Critical as I have been about Wikipedia, I think that anyone planning to see the final performance of La Rondine at the San Francisco Opera this Thursday will probably benefit from the back-story on the Wikipedia page for that opera:
In October 1913, the directors of Vienna's Carltheater asked Puccini to compose an operetta. After confirming that it could take the form of a through-composed comic opera "like Rosenkavalier but more amusing and more organic," he agreed. For two years, the work proceeded slowly. Because of the outbreak of World War I, the contract was revised, the Viennese management released its rights to the opera’s première, and the neutral territory of Monte Carlo was selected for the opening.
In Italy Puccini tried to sell the rights to his editor Giulio Ricordi but he refused to buy them. Ricordi's rival, Sonzogno, did not think twice when he got the chance to finally get the rights to an opera by Italy's most famous living composer, but despite the artistic value of the score, La rondine was, through the years, one of Puccini's least successful operas.

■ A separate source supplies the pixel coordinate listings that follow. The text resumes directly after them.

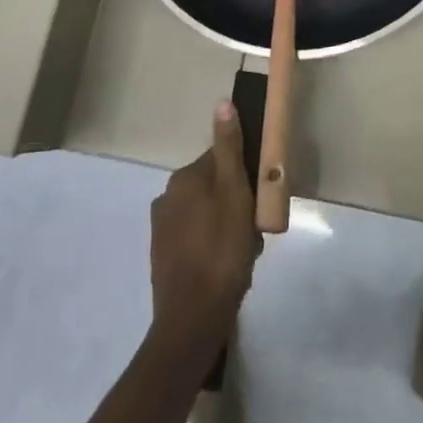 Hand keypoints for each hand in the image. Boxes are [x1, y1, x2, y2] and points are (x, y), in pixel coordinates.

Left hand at [149, 102, 257, 360]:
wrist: (192, 320)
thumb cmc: (221, 250)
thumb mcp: (234, 192)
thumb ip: (229, 148)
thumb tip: (222, 102)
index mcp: (184, 178)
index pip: (222, 160)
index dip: (245, 176)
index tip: (260, 197)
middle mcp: (167, 197)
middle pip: (214, 187)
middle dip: (236, 204)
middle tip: (254, 231)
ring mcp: (162, 229)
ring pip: (207, 214)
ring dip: (227, 226)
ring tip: (244, 252)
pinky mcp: (164, 258)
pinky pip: (196, 239)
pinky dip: (213, 246)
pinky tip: (227, 268) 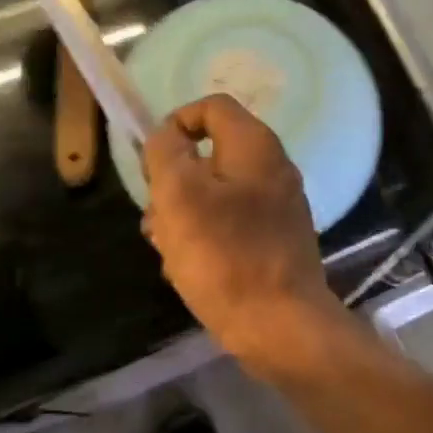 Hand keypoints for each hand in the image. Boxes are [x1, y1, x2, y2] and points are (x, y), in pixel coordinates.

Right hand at [142, 95, 340, 361]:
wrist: (281, 326)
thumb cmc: (226, 256)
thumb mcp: (180, 196)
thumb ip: (166, 154)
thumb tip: (166, 135)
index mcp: (255, 146)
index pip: (211, 107)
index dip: (175, 124)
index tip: (152, 162)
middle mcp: (272, 168)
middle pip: (209, 155)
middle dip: (173, 184)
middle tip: (157, 216)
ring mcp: (277, 207)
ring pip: (214, 195)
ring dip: (182, 217)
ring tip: (167, 250)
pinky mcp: (275, 241)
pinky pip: (229, 226)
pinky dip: (205, 240)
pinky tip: (188, 270)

The Traviata connection is definitely there in this story of a demi-mondaine and the young man smitten by here; but the Rosenkavalier connection is also there since, ultimately, this is an opera about letting go, rather than dying, of love. By all rights La Bohème should be added to the mix, except that this time the focus is on "how the other half lives." I suppose the Carltheater management figured that Rosenkavalier was not playing well with the masses, but Puccini did not exactly have a reputation for comic opera when they approached him. As to whether or not he could be "organic," my personal feeling is that he hit his peak on that score with Tosca, after which it ceased to occupy him as a priority.
So "one of Puccini's least successful operas" has come to San Francisco by way of Covent Garden and the Théâtre du Capitole de Toulouse, most likely as a vehicle for Angela Gheorghiu, who recorded it with her husband, Roberto Alagna, in 1997. Comparisons to other operas aside, the best way to treat this may be as an extended (to two-and-a-quarter hours) episode of Sex in the City (just as I have always felt that Art was, more than anything else, a ninety-minute episode of Seinfeld, whatever the cultural background of its author may have been). That extension is definitely longer than anything Candace Bushnell could sustain; and I rather wish that conductor Ion Marin had brought a better sense of pace to the timing of the three acts, more along the lines of what Massimo Zanetti had brought to Macbeth. San Francisco had to wait for quite some time for Gheorghiu to grace us with her presence. I just wish that, for all that waiting, we could have enjoyed something more "organic," as the Carltheater management put it.